My main takeaway from this is that some companies have absolutely absurd standards on what to expect in short interviews. I had one interview a couple of years ago that was 1,5 hours of technical questions directly followed by only 30 minutes of this type of interview, where the task was to design uber eats, and their standards were absurd. I ended up 2nd out of all applicants, didnt get an offer for the position I applied for but got one for a similar position in the same company some weeks later. I ended up declining it and honestly primarily because how the managers acted and had set up the last part of that interview. It seemed so out of touch with the realities of software engineering.
A great video to explain how solution architects work and what knowledge they need. Actually if you need to stream it would be difficult through cdn that will send the whole file. If you have own servers close to users I would just make some large cache and a small streaming server from local file system. As RAM is not that expensive now I would even suggest RAM disk for songs. So when a user needs a song it is read from some cdn(just to minimize hops for geo regions of own local servers), then file reader marks access and starts streaming just using file read and write to socket or the file is passed to the end user. Such a simple streamer/reader will be able to handle tens of thousands of connections on a single server. At end of day or some percent of disk full a job should just delete files ordered by last access. Some small local rdb can help for the marking as you will not have 1 billion songs on the local disk.
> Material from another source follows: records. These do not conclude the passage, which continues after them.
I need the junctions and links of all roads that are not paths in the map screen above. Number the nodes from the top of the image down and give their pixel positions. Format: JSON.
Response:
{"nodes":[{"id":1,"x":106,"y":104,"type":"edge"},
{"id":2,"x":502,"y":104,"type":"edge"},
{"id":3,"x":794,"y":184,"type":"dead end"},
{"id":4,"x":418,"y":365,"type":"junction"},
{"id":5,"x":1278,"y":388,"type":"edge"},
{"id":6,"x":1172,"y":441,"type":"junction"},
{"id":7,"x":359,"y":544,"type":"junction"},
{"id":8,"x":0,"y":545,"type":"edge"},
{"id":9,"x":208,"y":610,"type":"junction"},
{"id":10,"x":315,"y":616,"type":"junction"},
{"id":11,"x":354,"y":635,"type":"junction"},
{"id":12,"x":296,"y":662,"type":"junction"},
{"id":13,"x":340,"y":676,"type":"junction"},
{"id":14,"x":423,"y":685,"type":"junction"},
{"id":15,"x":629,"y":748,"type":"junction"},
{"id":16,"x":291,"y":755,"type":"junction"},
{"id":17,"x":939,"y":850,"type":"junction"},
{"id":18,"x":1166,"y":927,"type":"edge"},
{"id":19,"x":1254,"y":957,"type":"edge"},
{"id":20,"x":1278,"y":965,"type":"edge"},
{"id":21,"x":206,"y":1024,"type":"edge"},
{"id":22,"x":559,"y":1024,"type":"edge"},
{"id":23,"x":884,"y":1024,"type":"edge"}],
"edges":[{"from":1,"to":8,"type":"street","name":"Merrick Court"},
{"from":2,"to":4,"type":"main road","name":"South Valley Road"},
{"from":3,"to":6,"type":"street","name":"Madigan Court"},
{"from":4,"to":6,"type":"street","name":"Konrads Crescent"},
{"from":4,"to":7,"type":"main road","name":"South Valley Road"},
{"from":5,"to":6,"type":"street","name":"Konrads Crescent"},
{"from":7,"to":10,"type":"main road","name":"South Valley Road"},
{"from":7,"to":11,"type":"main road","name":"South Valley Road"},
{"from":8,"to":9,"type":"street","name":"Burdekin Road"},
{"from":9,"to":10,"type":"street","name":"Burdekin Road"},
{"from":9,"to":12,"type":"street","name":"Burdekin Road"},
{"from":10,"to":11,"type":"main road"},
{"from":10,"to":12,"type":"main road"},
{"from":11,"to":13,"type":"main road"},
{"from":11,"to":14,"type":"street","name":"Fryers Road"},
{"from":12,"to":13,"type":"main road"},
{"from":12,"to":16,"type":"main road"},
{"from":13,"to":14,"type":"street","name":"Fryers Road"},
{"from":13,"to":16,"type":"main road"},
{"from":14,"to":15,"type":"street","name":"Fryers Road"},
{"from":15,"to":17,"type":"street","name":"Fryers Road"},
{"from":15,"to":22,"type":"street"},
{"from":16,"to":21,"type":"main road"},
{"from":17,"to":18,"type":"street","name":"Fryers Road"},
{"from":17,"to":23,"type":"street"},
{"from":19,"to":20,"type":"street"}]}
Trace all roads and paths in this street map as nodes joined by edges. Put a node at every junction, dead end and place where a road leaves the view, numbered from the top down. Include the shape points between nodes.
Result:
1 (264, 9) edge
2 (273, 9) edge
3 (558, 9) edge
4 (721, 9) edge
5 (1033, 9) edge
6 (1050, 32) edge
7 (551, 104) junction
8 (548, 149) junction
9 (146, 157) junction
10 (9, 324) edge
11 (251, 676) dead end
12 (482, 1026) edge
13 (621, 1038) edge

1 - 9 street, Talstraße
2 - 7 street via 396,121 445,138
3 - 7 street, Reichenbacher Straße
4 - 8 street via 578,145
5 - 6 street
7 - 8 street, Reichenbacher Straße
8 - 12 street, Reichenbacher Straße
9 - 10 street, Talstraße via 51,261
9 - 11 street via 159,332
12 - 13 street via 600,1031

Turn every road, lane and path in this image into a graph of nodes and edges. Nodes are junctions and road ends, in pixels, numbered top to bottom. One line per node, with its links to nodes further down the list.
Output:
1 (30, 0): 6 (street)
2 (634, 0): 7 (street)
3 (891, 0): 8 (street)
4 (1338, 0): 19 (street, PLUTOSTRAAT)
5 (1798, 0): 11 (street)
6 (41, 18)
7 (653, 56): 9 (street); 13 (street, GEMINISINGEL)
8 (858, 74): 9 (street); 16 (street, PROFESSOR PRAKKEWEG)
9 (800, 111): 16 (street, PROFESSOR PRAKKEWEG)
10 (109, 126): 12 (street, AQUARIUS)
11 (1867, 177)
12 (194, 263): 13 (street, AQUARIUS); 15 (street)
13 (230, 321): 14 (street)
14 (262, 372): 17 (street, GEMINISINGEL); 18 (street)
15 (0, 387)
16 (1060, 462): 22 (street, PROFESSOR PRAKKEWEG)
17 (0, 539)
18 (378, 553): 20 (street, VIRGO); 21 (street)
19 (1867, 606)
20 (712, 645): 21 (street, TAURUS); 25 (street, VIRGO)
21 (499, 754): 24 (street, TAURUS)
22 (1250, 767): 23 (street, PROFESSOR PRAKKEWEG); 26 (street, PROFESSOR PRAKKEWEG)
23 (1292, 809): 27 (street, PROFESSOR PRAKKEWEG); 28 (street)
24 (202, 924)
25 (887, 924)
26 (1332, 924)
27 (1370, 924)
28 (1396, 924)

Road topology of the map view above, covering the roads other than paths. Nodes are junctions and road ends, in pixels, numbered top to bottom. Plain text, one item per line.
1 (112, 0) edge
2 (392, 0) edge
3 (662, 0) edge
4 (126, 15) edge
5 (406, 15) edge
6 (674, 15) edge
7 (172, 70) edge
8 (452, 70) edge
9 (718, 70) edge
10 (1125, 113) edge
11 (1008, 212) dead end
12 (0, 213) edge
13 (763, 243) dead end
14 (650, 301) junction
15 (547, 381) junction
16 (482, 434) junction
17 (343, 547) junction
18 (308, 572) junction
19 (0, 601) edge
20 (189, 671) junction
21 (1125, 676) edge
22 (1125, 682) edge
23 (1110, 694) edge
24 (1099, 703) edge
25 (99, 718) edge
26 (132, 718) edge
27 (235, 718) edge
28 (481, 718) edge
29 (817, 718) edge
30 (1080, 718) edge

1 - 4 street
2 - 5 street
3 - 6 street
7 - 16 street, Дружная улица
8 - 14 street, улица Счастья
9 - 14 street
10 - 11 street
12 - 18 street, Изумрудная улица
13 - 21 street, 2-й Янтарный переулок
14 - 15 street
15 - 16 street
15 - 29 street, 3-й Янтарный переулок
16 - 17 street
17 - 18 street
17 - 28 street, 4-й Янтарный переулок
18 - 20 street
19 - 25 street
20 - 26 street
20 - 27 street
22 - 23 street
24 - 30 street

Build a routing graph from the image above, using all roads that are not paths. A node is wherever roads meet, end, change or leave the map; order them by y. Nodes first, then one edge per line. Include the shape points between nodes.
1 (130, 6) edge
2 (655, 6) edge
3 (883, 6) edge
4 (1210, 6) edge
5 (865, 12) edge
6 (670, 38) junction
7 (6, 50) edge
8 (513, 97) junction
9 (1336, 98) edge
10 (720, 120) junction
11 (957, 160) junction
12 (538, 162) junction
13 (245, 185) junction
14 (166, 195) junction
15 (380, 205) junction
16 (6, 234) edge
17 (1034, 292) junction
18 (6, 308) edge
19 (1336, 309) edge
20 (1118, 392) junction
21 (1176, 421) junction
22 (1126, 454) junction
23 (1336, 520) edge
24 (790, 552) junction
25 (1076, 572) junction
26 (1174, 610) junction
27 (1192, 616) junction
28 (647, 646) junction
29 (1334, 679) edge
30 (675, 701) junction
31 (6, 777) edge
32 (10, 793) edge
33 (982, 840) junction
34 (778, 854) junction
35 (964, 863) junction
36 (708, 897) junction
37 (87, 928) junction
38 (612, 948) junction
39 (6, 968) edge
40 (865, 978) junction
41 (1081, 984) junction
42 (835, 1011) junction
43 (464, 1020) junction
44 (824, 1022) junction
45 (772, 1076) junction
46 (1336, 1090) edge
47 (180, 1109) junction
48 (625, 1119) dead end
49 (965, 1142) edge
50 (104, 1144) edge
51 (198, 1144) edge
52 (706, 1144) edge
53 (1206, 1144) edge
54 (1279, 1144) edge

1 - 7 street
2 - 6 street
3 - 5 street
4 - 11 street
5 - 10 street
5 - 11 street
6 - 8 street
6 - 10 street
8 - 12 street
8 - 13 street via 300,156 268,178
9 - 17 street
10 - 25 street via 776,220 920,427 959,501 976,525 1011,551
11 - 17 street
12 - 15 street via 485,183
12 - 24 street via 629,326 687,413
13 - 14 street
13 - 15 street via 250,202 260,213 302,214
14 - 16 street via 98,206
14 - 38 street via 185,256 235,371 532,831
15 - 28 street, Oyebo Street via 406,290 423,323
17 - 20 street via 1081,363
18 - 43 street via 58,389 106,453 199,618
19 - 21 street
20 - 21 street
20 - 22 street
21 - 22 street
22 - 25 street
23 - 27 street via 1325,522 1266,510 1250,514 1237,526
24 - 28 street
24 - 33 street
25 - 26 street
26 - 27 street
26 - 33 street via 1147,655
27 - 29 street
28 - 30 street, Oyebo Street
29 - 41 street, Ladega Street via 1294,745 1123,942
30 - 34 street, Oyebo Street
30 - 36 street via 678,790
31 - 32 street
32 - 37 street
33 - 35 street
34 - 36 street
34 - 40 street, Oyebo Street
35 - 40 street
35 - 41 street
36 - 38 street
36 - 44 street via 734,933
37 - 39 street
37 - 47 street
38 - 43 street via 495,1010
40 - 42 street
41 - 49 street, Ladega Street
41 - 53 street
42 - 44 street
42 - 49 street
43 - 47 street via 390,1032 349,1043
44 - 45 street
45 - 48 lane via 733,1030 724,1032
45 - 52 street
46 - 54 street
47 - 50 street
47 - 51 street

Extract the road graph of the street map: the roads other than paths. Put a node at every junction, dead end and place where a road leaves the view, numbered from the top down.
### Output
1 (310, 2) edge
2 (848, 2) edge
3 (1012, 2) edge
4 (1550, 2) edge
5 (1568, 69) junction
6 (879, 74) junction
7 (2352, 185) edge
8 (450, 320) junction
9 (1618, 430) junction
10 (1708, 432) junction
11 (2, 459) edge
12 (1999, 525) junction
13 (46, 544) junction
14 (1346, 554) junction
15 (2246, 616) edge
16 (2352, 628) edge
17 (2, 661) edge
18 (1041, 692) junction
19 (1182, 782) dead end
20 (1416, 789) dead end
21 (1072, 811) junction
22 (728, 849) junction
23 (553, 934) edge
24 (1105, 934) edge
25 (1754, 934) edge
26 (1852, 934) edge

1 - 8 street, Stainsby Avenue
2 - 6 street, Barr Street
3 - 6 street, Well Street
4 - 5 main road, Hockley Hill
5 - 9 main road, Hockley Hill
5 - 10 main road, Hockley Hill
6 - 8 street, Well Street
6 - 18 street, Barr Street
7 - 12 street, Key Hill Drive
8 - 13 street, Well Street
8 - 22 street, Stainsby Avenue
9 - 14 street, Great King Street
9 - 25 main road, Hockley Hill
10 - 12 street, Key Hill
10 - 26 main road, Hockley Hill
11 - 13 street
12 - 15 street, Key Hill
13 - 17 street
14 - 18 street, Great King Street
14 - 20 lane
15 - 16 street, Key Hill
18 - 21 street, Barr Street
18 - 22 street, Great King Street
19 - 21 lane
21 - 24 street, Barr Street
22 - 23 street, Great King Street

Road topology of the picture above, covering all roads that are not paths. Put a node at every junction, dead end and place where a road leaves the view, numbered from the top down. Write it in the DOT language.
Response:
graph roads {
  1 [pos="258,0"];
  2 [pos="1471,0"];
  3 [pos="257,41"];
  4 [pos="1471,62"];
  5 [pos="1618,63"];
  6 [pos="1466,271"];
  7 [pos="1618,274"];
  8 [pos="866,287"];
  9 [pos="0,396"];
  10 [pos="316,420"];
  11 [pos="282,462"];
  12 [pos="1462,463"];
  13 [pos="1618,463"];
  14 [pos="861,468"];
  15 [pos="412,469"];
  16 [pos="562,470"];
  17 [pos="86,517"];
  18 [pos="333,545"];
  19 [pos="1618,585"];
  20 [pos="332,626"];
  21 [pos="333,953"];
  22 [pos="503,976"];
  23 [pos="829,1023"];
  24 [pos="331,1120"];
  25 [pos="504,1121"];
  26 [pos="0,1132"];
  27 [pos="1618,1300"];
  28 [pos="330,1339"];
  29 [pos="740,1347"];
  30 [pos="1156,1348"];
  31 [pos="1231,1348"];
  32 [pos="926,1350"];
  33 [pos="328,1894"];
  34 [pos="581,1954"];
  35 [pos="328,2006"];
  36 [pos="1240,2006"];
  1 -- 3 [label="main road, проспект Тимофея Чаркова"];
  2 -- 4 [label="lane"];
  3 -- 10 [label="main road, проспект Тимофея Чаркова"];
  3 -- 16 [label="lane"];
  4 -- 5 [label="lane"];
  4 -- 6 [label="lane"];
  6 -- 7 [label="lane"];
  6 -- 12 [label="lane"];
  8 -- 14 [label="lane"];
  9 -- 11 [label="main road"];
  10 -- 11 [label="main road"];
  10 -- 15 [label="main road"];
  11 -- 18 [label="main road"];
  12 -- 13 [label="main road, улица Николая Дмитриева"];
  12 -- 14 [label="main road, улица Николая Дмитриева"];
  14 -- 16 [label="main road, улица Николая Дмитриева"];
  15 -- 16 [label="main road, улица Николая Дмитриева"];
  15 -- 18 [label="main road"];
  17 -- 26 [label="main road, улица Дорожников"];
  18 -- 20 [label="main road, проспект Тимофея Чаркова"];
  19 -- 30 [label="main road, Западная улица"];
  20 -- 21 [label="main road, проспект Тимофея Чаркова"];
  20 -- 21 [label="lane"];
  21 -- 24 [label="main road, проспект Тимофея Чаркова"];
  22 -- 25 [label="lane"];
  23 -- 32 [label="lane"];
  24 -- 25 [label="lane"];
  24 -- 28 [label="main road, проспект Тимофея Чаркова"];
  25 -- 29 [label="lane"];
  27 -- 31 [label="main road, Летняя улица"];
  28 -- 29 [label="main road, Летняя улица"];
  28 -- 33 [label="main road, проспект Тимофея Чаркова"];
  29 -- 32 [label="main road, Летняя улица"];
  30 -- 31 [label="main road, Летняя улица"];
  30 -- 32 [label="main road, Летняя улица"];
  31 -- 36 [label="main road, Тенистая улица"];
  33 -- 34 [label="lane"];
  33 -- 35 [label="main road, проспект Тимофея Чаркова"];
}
This may even be better than commercial cdn as it is your own one and price is lower.
I love seeing some of these creative ideas to balance scale and cost. Putting on my manager hat, I could see this being an optimization added to the system after getting it up and running and stable using an off-the-shelf CDN. Time-to-market is often more important at the beginning, and cost becomes more of an issue at scale, at which point adding complexity may be worth it.
Interesting but I'm skeptical here. How would you make lots of servers that are close to the end user? And wouldn't your caches fill up very quick, and you would be replicating storing lots of data within each server's large cache. If we assume that songs are accessed randomly the caching wouldn't useless and we would fetch from CDN every time
all this shows is that even a seasoned engineer at a top company can struggle depending on how a question is not properly qualified. Here technical knowledge is one aspect, communication is a whole other.
I think it's a fair design to use 3 layers of caching between the user and s3. 1. In device caching and remembering play pause stop states (while also syncing it with web servers) 2. A redis like persistent caching solution for api the streaming service workers. 3. The above two can be treated as fe and bff layers. The final layer should be caching directly from storage via a cdn depending on geo proximity of the worker service (in case of bff cache miss). So Akamai and Cloudfront have edge locations and you can also replicate your buckets in s3 (multi region replication is even better)
I am a bit surprised that the numbers he asked for at the beginning, and that he jolted down on the board, did not seem to really influence the design quantitatively or qualitatively. So, did those numbers really serve any purpose? Example, what if the interviewer says the number of potential users is like 10,000 as opposed to a billion? That's a MASSIVE difference in order, yet, would Mark propose the same design (just smaller databases or S3 buckets), or would it be an overkill? Another question is about the typical system designer's job scope and journey before he becomes the architect. Are they promoted from among developers? Probably mark (the architect) will not code up the service, but are they supposed to know up to a sufficient detail on how to do it or the frameworks, languages, libraries if necessary? Or is figuring that out is left to senior developer or someone like that?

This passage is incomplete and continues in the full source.